JLF – The End.

Today is the last day of the Jaipur Literary festival. And I don’t feel so good. It’s cold, I’ve got a cold, I’m tired. But James Shapiro, an expert on Shakespeare (Contested Will: Who Wrote Shakespeare?) is talking to William Dalrymple and I want to hear him, so I rush through breakfast and sit through the talk. It’s lovely. But I’m still tired – and cold.

I leave the Mughal tent, the venue for another promising talk, and wander around.  First of all, I find a patch of sun and sit down to bask in it (I swear I’ll never again snigger at sun-crazed whites lying out all day in the blazing sun!) I drink two cups of boiling tea, my lips kissing the small mud pots, and feel new strength flow into my tired body. I head up to the room and sit around, doing nothing. Nothing. I don’t read, work on the laptop or even think.

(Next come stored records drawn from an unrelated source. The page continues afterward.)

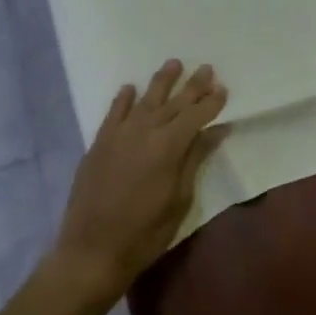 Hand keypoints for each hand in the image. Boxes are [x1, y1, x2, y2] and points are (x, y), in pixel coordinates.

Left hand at [49, 60, 227, 309]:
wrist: (92, 250)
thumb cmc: (145, 233)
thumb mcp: (180, 200)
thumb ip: (194, 159)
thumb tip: (215, 131)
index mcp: (168, 147)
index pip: (195, 116)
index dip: (211, 102)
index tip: (223, 89)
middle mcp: (144, 132)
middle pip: (173, 102)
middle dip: (192, 86)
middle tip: (206, 68)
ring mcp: (118, 135)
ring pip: (144, 100)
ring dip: (161, 82)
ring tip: (173, 63)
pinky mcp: (99, 144)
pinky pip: (113, 113)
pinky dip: (123, 99)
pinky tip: (130, 88) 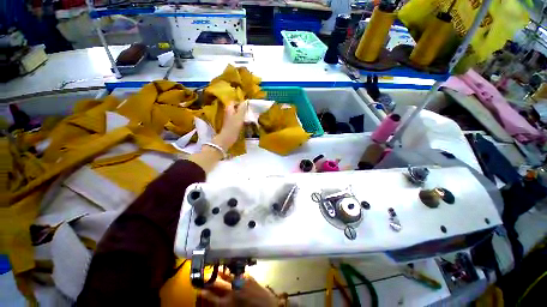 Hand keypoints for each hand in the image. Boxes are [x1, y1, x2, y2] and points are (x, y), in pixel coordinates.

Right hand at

Then, as I begin to relax, to slow down, I  give thanks for this wonderful (and warm) moment that I am privileged to experience. I’m surrounded by literature, books, inspirational words, clever authors, my friends; all is well in my world, I am indeed blessed.

And on another note

Muslim hardliner groups objected to Salman Rushdie’s teleconference. The book is banned, but obviously they want the author to be banned too. Not a happy day for a moderate Muslim like me. But then, thankfully, there were some delightful discussions on how this whole freedom of speech issue should be taken forward – and what was better, one of the hardliners himself, was included in the panel. He, of course, was unable to defend his ridiculous position about not even wanting to ‘see’ Mr Rushdie on a TV screen, but it was important to have him up there and hear his side of the story, rather than shut him out and alienate him further. It is important that we give everyone a voice – and listen to this voice respectfully – as discussions, talks, an exchange of ideas and concepts seem to be one of the best ways forward.

The festival ended with a debate on ‘Has Man replaced God?’ which had us in splits, as Javed Akhtar, Suhel Seth and a bunch of others tore into the arguments of Swami Agnivesh, Salim Engineer (leader of a conservative Jamaat), and another lady. It was good fun, but not really fair to pitch a bunch of fairly straight-forward godmen against some of the cleverest poets and writers that we have. Most of us came away with the feeling that the idea of God as we see it, was not represented at all. Now if only Oprah had been on that panel, the discussion might have turned out differently.